Monday, August 30, 2010

The Pendulum Swings

I'm now about halfway through Hitch-22. An interesting find: in describing how he came to appreciate America, Hitchens writes of Watergate and Richard Nixon’s ouster:

[T]he American legal system and the U.S. Constitution had survived Nixon’s attempt to undo it. Congress had held wide-open hearings, of a kind it was very hard to imagine taking place in the Palace of Westminster, and summoned important witnesses to testify. The Justice Department had resisted the president’s lawless attempts to purge it. The special-prosecutor system had proved itself. The American press, led by the Washington Post, had penetrated the veil of lies and bribery and—despite crude threats from the White House—had eventually named the main perpetrators on the front page. And all of this in a time of continuing warfare in Indochina.

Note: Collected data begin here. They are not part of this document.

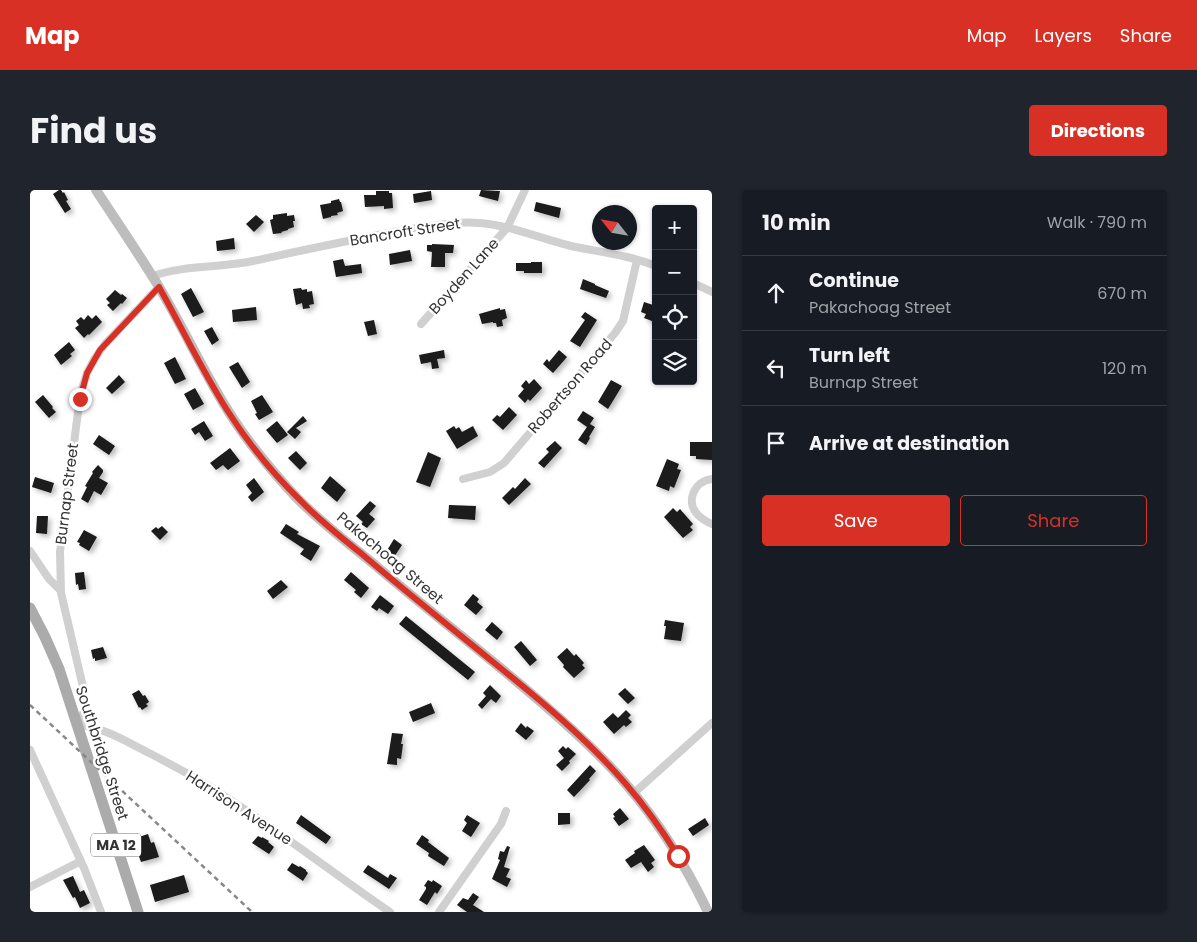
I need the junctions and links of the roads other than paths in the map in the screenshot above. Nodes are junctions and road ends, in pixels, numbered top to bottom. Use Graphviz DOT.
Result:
graph roads {
  1 [pos="96,190"];
  2 [pos="525,190"];
  3 [pos="507,228"];
  4 [pos="637,260"];
  5 [pos="652,265"];
  6 [pos="152,276"];
  7 [pos="697,285"];
  8 [pos="159,287"];
  9 [pos="712,292"];
  10 [pos="421,324"];
  11 [pos="463,479"];
  12 [pos="712,479"];
  13 [pos="712,524"];
  14 [pos="30,551"];
  15 [pos="60,590"];
  16 [pos="30,608"];
  17 [pos="712,723"];
  18 [pos="79,730"];
  19 [pos="30,750"];
  20 [pos="634,793"];
  21 [pos="506,811"];
  22 [pos="81,861"];
  23 [pos="30,887"];
  24 [pos="98,911"];
  25 [pos="138,912"];
  26 [pos="390,912"];
  27 [pos="439,912"];
  28 [pos="708,912"];
  1 -- 6 [label="street, Pakachoag Street"];
  2 -- 3 [label="street, Boyden Lane"];
  3 -- 4 [label="street, Bancroft Street"];
  3 -- 6 [label="street, Bancroft Street"];
  3 -- 10 [label="street, Boyden Lane"];
  4 -- 5 [label="street, Bancroft Street"];
  4 -- 11 [label="street, Robertson Road"];
  6 -- 8 [label="street, Pakachoag Street"];
  7 -- 9 [label="street"];
  8 -- 15 [label="street, Burnap Street"];
  8 -- 20 [label="street, Pakachoag Street"];
  12 -- 13 [label="street"];
  14 -- 15 [label="street"];
  15 -- 18 [label="street, Burnap Street"];
  16 -- 18 [label="main road, Southbridge Street / MA 12"];
  17 -- 20 [label="street"];
  18 -- 25 [label="main road, Southbridge Street / MA 12"];
  18 -- 26 [label="street, Harrison Avenue"];
  19 -- 22 [label="street"];
  20 -- 28 [label="street, Pakachoag Street"];
  21 -- 27 [label="street"];
  22 -- 23 [label="street"];
  22 -- 24 [label="street"];
}
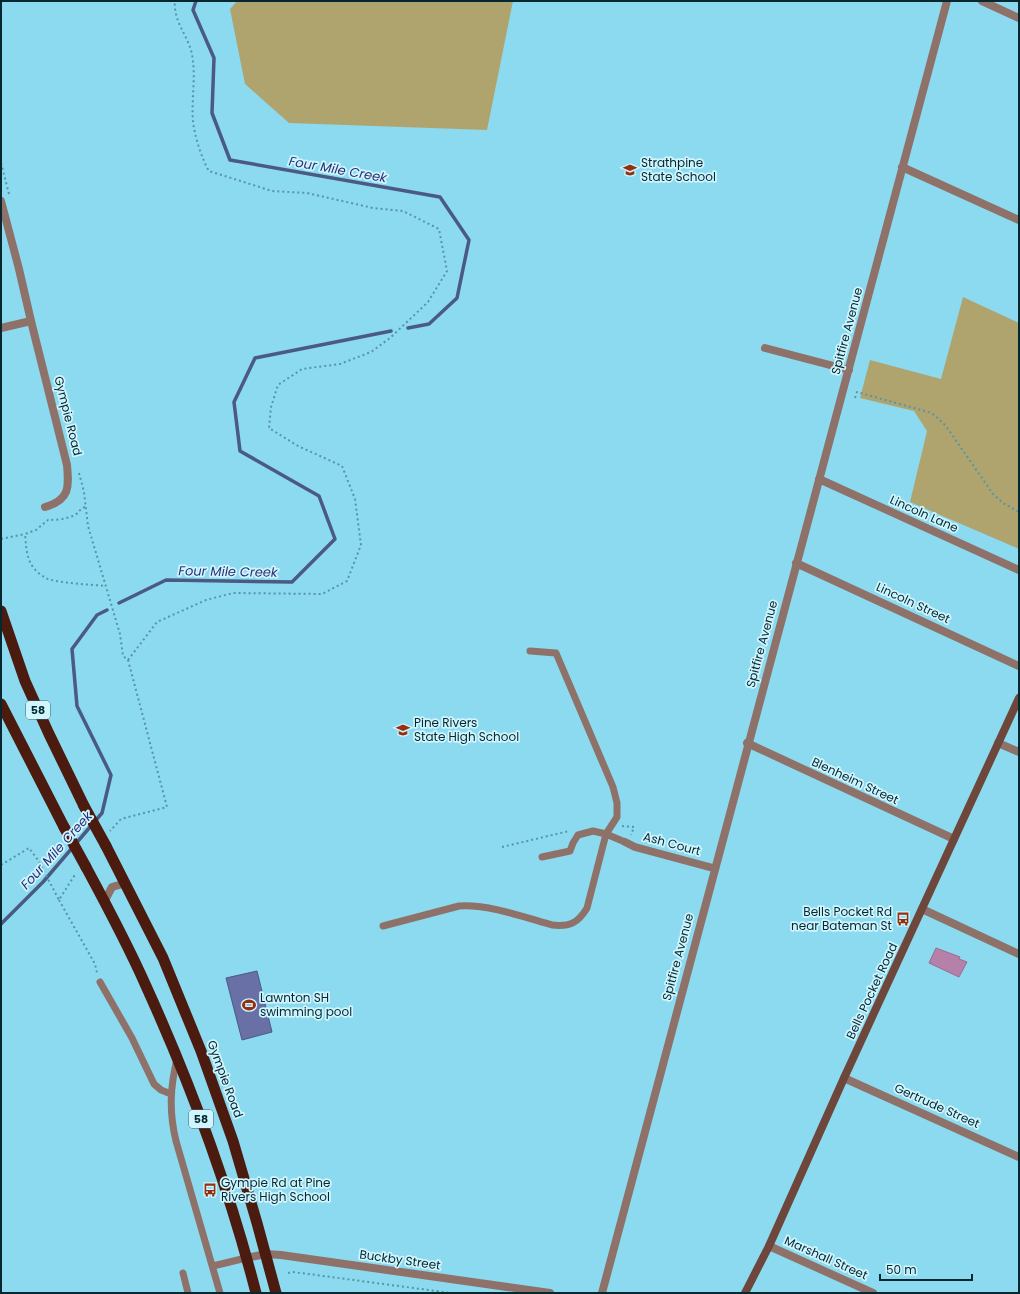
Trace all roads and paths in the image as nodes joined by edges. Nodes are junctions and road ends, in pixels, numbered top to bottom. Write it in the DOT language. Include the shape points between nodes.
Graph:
graph roads {
  1 [pos="175,1"];
  2 [pos="947,1"];
  3 [pos="982,1"];
  4 [pos="1019,18"];
  5 [pos="902,167"];
  6 [pos="1,201"];
  7 [pos="1019,220"];
  8 [pos="31,321"];
  9 [pos="1,328"];
  10 [pos="765,348"];
  11 [pos="849,370"];
  12 [pos="855,398"];
  13 [pos="819,479"];
  14 [pos="45,507"];
  15 [pos="86,507"];
  16 [pos="1019,512"];
  17 [pos="88,526"];
  18 [pos="25,534"];
  19 [pos="1,539"];
  20 [pos="796,563"];
  21 [pos="1019,570"];
  22 [pos="105,586"];
  23 [pos="1,611"];
  24 [pos="530,651"];
  25 [pos="128,660"];
  26 [pos="1019,666"];
  27 [pos="1019,698"];
  28 [pos="1,704"];
  29 [pos="747,743"];
  30 [pos="998,743"];
  31 [pos="1019,752"];
  32 [pos="634,827"];
  33 [pos="606,834"];
  34 [pos="954,839"];
  35 [pos="106,840"];
  36 [pos="628,840"];
  37 [pos="542,857"];
  38 [pos="1,865"];
  39 [pos="82,868"];
  40 [pos="713,868"];
  41 [pos="126,883"];
  42 [pos="59,900"];
  43 [pos="104,902"];
  44 [pos="922,910"];
  45 [pos="384,926"];
  46 [pos="1019,954"];
  47 [pos="100,982"];
  48 [pos="177,1058"];
  49 [pos="844,1078"];
  50 [pos="171,1094"];
  51 [pos="1019,1157"];
  52 [pos="769,1246"];
  53 [pos="266,1254"];
  54 [pos="246,1258"];
  55 [pos="213,1266"];
  56 [pos="183,1273"];
  57 [pos="288,1273"];
  58 [pos="188,1293"];
  59 [pos="220,1293"];
  60 [pos="256,1293"];
  61 [pos="276,1293"];
  62 [pos="451,1293"];
  63 [pos="550,1293"];
  64 [pos="602,1293"];
  65 [pos="745,1293"];
  66 [pos="873,1293"];
  1 -- 25 [label="path" via="177,18 191,50 194,71 193,122 203,162 209,171 272,191 307,192 373,208 403,211 439,229 447,272 428,302 390,338 371,352 340,364 302,369 278,384 271,407 269,428 298,446 342,466 355,499 361,545 347,581 322,594 233,593 206,600 157,622"];
  2 -- 5 [label="street, Spitfire Avenue"];
  3 -- 4 [label="street"];
  5 -- 7 [label="street"];
  5 -- 11 [label="street, Spitfire Avenue"];
  6 -- 8 [label="street, Gympie Road"];
  8 -- 9 [label="street"];
  8 -- 14 [label="street, Gympie Road" via="69,481 64,496 53,505"];
  10 -- 11 [label="street"];
  11 -- 13 [label="street, Spitfire Avenue"];
  12 -- 16 [label="path" via="857,392 932,413 946,426 993,494"];
  13 -- 20 [label="street, Spitfire Avenue"];
  13 -- 21 [label="street, Lincoln Lane"];
  15 -- 18 [label="path" via="70,517 48,520 36,530"];
  17 -- 22 [label="path"];
  18 -- 19 [label="path"];
  18 -- 22 [label="path" via="30,562 36,571 47,578 59,581"];
  20 -- 26 [label="street, Lincoln Street"];
  20 -- 29 [label="street, Spitfire Avenue"];
  22 -- 25 [label="path" via="120,634 123,656"];
  23 -- 35 [label="highway, Gympie Road / 58, bridge" via="25,680 49,734 84,806"];
  24 -- 33 [label="lane" via="556,653 613,787 617,817"];
  25 -- 35 [label="path" via="168,807 121,819"];
  27 -- 30 [label="main road, Bells Pocket Road"];
  28 -- 39 [label="highway, 58, bridge" via="64,827"];
  29 -- 34 [label="street, Blenheim Street"];
  29 -- 40 [label="street, Spitfire Avenue"];
  30 -- 31 [label="street"];
  30 -- 34 [label="main road, Bells Pocket Road"];
  32 -- 36 [label="path"];
  33 -- 36 [label="lane"];
  33 -- 37 [label="lane" via="593,831 578,835 570,851"];
  33 -- 45 [label="lane" via="588,908 574,923 552,925 471,905"];
  34 -- 44 [label="main road, Bells Pocket Road"];
  35 -- 41 [label="highway, Gympie Road / 58"];
  36 -- 40 [label="street, Ash Court" via="635,846"];
  38 -- 42 [label="path" via="29,848"];
  39 -- 42 [label="path"];
  39 -- 43 [label="highway, 58"];
  40 -- 64 [label="street, Spitfire Avenue"];
  41 -- 43 [label="street" via="112,887"];
  41 -- 53 [label="highway, Gympie Road / 58" via="163,958 201,1051 233,1141"];
  42 -- 47 [label="path" via="95,964"];
  43 -- 48 [label="highway, 58" via="146,985"];
  44 -- 46 [label="street"];
  44 -- 49 [label="main road, Bells Pocket Road"];
  47 -- 50 [label="lane" via="132,1038 154,1084"];
  48 -- 50 [label="lane"];
  48 -- 54 [label="highway, 58" via="218,1167"];
  49 -- 51 [label="street, Gertrude Street"];
  49 -- 52 [label="main road, Bells Pocket Road"];
  50 -- 55 [label="lane" via="170,1110 176,1141"];
  52 -- 65 [label="main road, Bells Pocket Road"];
  52 -- 66 [label="street, Marshall Street"];
  53 -- 54 [label="street, Buckby Street"];
  53 -- 61 [label="highway, Gympie Road / 58"];
  53 -- 63 [label="street, Buckby Street"];
  54 -- 55 [label="lane"];
  54 -- 60 [label="highway, 58"];
  55 -- 59 [label="lane"];
  56 -- 58 [label="lane"];
  57 -- 62 [label="path"];
}
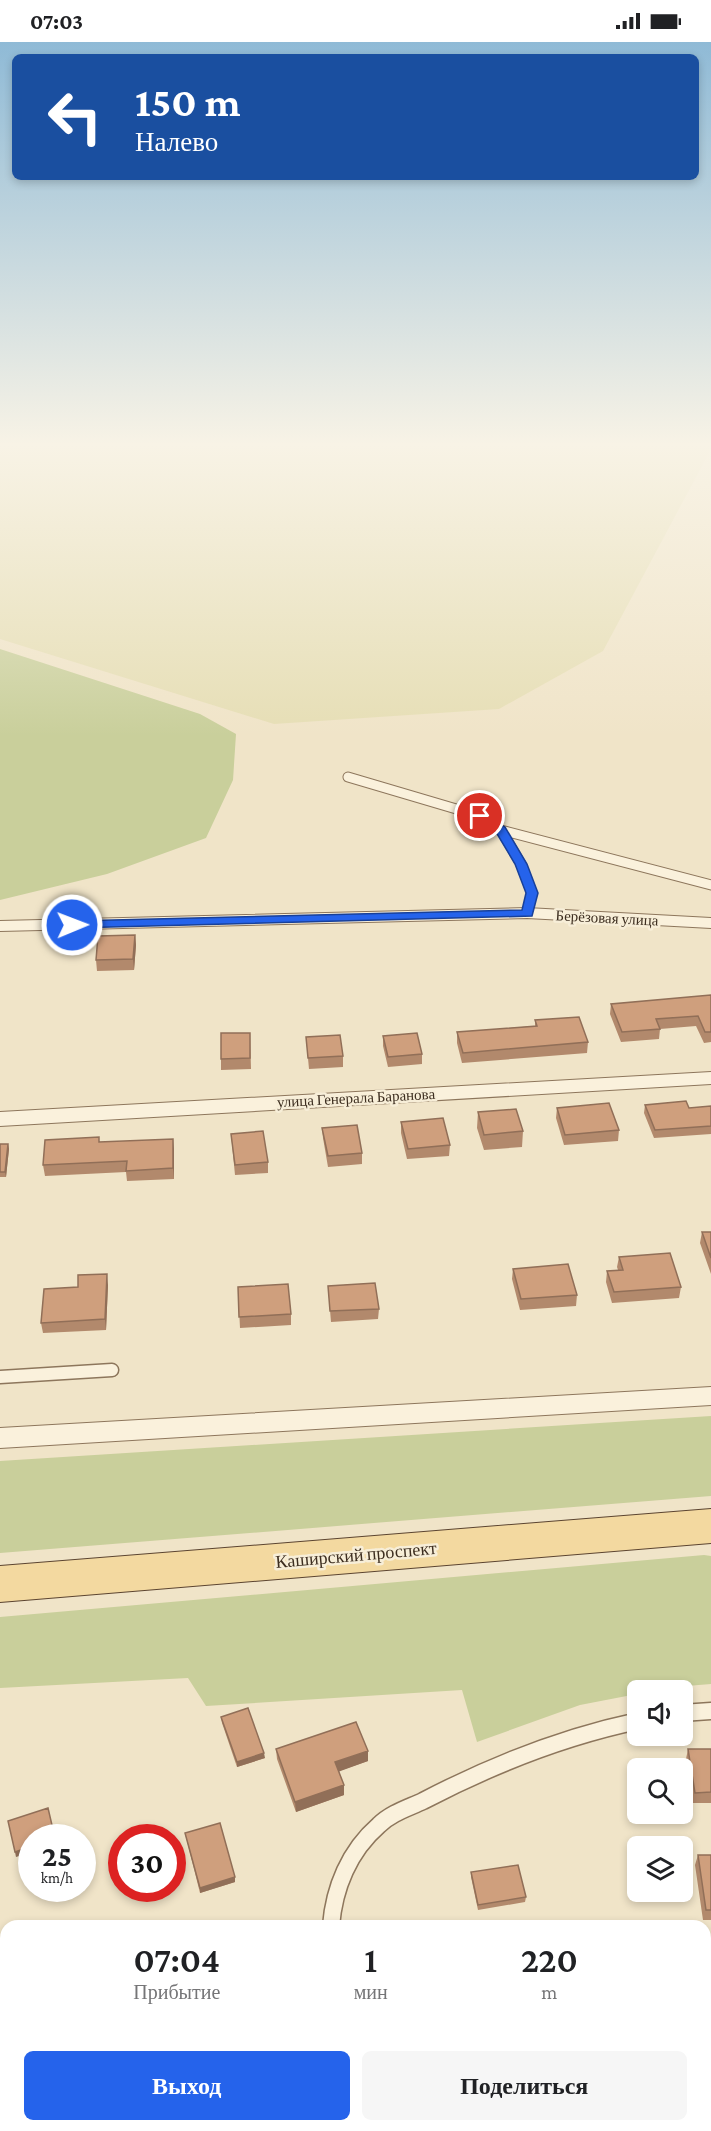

As Andrew Sullivan notes, the new Cameron government is opening an investigation into Labour's complicity in torture in the War on Terror. Meanwhile President Obama, despite having campaigned on restoring law to our foreign policy, refuses to take legal action against the architects of the U.S. torture policy, and continues the process of extraordinary rendition and maintains its right to executive secrecy and, stunningly, the right to assassinate U.S. citizens with no oversight. That this is the best we could have hoped for in the last presidential election, and seeing Hitchens’ and Sullivan’s counter-examples of what could be, is most dispiriting.